“I just need more leads.” If you hear yourself saying this often, then I wrote this for you.

Pretty much everyone hates cold outreach.

But I’ve made millions for companies from deals that came from cold calls. This approach is not dead. It works, but the malpractice in the industry is significant and runs from script readers calling from India to home-based sales burnouts dialing for dollars without a coherent strategy or team working with them.

Four times out of five, the lead solution doesn’t work because problems in other parts of the business ruin opportunities at the lead attraction, conversation and proposal stage. For now, let’s assume your focus on lead generation as the sole problem is justified, and talk about these services for a minute.
If you have a nuanced or niched offering, a generic, templated approach is going to bring you crappy leads — unless your provider can translate what’s special about you in an effective, compelling way. Somebody putting your name on the same sales-y crap that everyone else is blasting at people might even hurt your brand image and company.

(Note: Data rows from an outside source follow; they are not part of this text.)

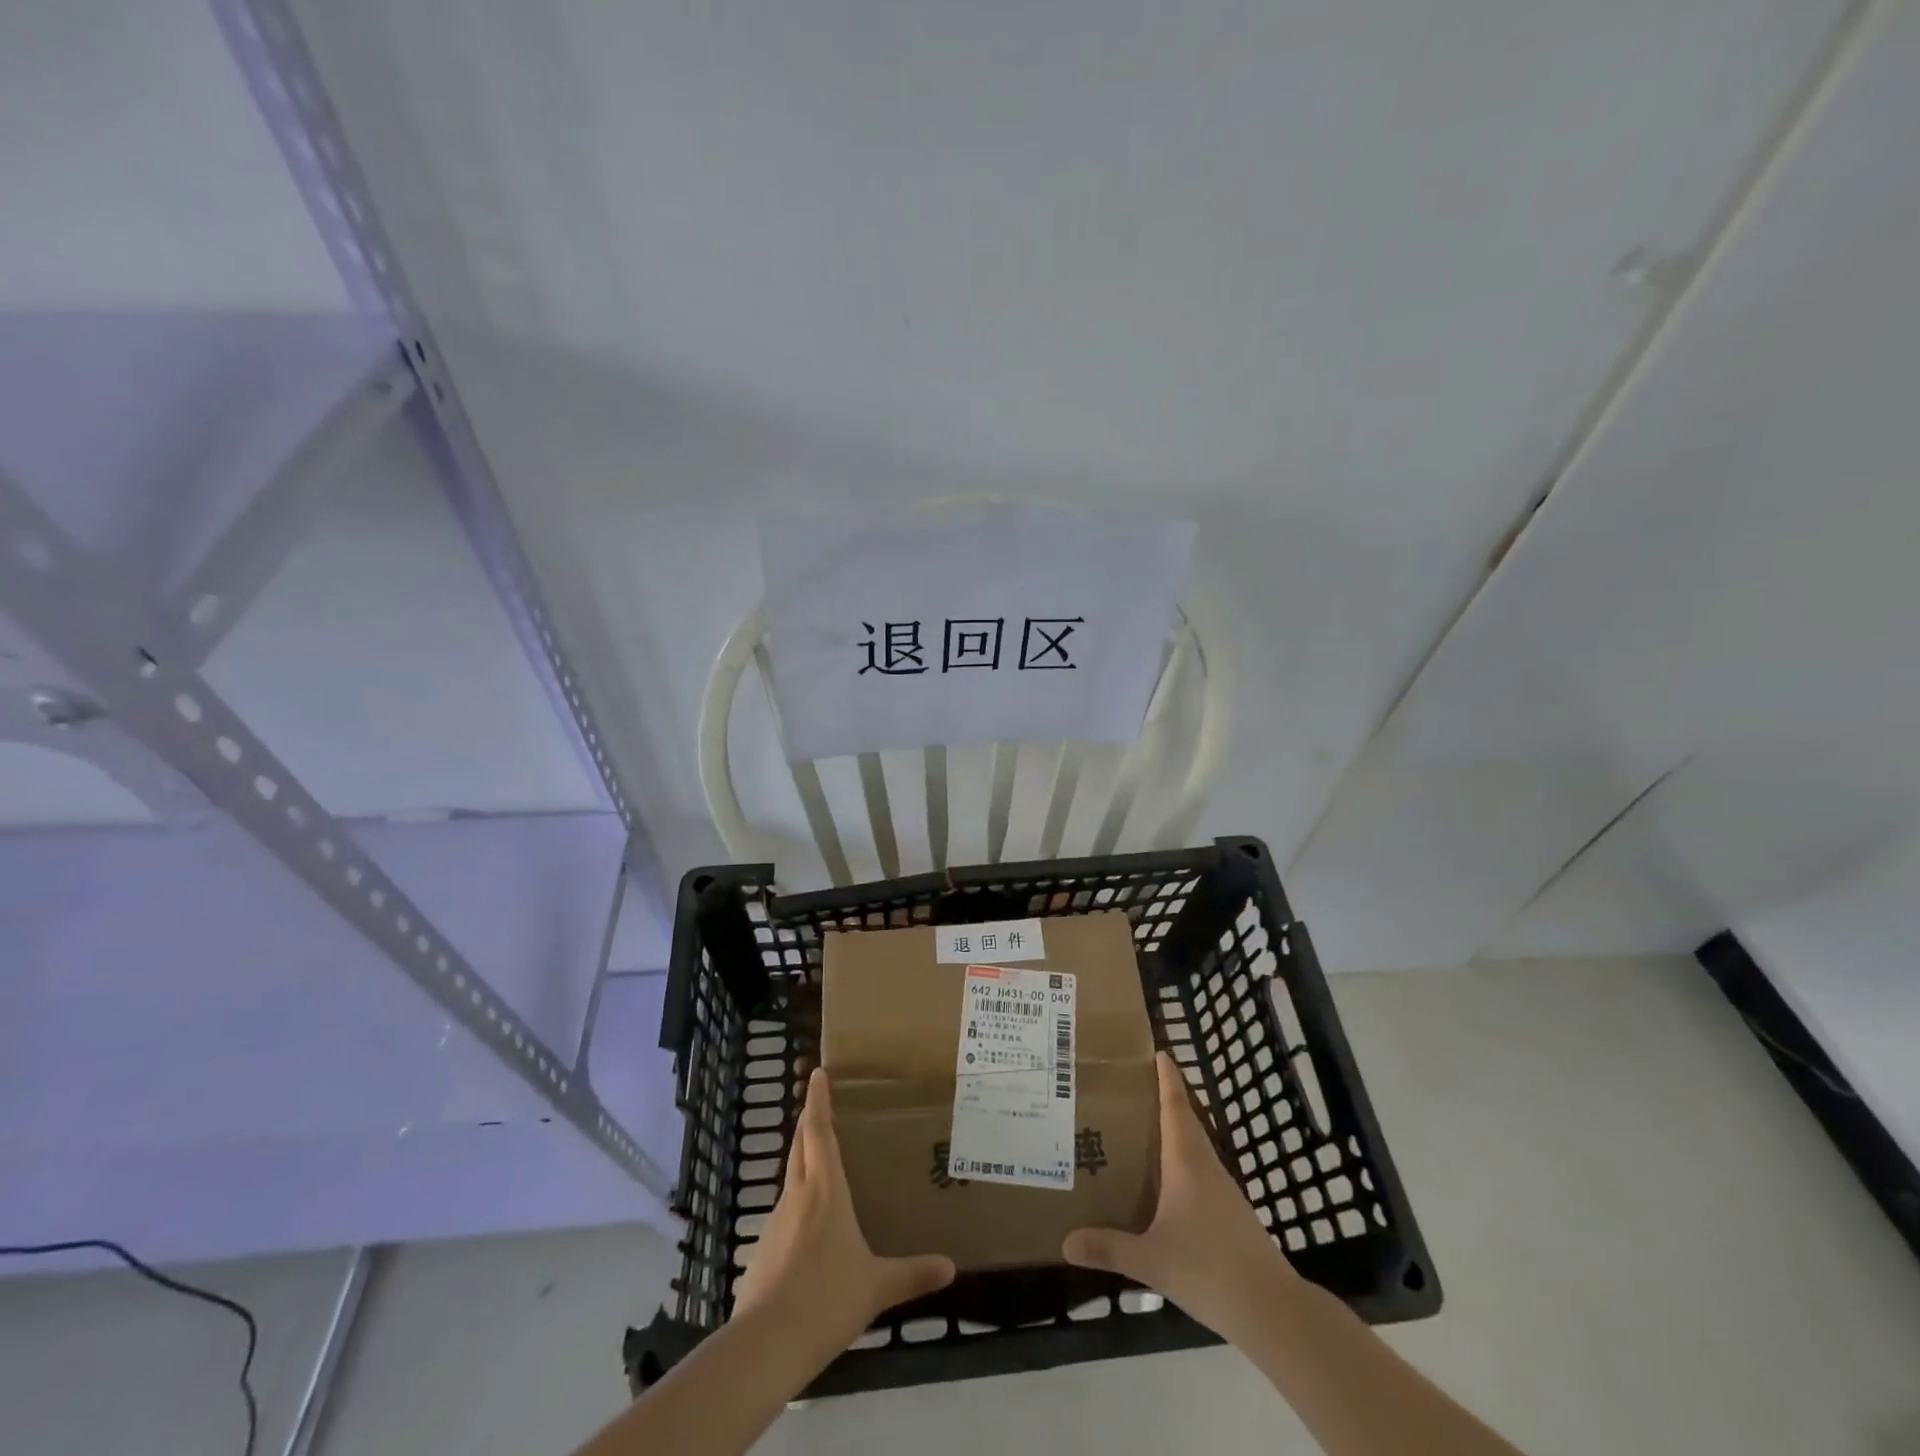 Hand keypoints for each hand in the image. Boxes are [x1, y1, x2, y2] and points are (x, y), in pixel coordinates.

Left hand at [732, 1068, 955, 1355]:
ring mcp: (775, 1224)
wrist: (766, 1345)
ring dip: (801, 1163)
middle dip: (807, 1122)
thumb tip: (951, 1267)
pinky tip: (806, 1231)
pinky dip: (795, 1207)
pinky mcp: (761, 1252)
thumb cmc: (827, 1300)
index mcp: (826, 1192)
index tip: (816, 1074)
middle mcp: (797, 1197)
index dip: (818, 1102)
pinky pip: (783, 1217)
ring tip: (818, 1165)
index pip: (820, 1133)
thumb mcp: (877, 1286)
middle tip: (816, 1105)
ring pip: (790, 1180)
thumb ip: (913, 1274)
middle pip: (800, 1147)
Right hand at [1064, 1051, 1301, 1346]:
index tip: (1157, 1051)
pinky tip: (1167, 1182)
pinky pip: (1201, 1172)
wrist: (1271, 1309)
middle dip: (1164, 1099)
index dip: (1168, 1077)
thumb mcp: (1151, 1260)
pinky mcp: (1232, 1213)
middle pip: (1186, 1120)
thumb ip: (1108, 1248)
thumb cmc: (1208, 1268)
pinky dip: (1182, 1161)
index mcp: (1187, 1161)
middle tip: (1132, 1088)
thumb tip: (1065, 1241)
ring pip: (1195, 1147)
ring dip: (1174, 1131)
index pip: (1176, 1105)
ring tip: (1142, 1129)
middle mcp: (1206, 1166)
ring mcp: (1224, 1190) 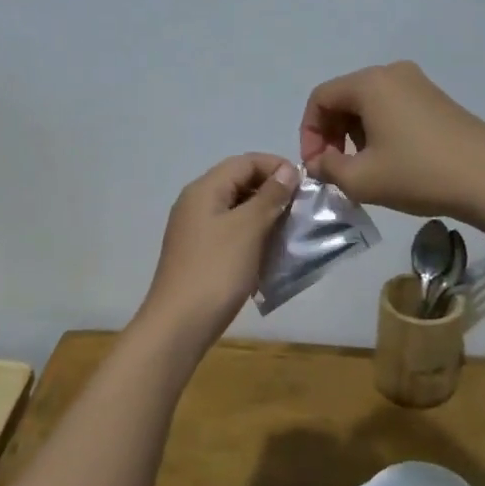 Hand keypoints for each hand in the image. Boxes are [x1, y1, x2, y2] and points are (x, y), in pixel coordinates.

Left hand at [137, 154, 298, 350]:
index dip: (276, 167)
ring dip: (264, 215)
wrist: (179, 325)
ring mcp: (195, 229)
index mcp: (204, 189)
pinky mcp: (199, 253)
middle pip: (239, 182)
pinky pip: (230, 232)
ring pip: (236, 209)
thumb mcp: (248, 229)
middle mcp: (196, 203)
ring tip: (289, 231)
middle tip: (300, 210)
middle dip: (272, 191)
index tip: (305, 186)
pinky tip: (268, 252)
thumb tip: (287, 170)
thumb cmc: (216, 271)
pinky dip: (251, 235)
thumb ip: (269, 196)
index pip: (245, 161)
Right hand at [298, 61, 484, 223]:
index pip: (320, 98)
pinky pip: (392, 108)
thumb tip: (319, 163)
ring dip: (354, 135)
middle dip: (331, 134)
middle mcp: (392, 73)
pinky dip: (379, 130)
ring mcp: (419, 84)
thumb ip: (328, 169)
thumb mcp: (361, 179)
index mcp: (370, 83)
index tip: (316, 166)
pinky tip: (390, 161)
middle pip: (344, 97)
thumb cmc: (418, 174)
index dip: (308, 133)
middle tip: (334, 169)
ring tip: (362, 169)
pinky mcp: (436, 99)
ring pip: (368, 104)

If there is just one other piece of the sales support spectrum missing, the leads are worthless. For example, poor pipeline management means you have leads — but no idea who on the vendor side talked to them, if at all, or when you should step in.

Lead generation is often a tactical solution to a deeper strategic problem. A lead generation or telemarketing company may produce leads, but none of this matters if your offering is mis-positioned or you don’t have outstanding people to convert leads to revenue.

You won’t get to the right people. It takes a sophisticated and nuanced approach to design a program that must reach a particular decision maker. Following up with a bunch of people who have no decision-making authority when you need the C-level is a waste of your time.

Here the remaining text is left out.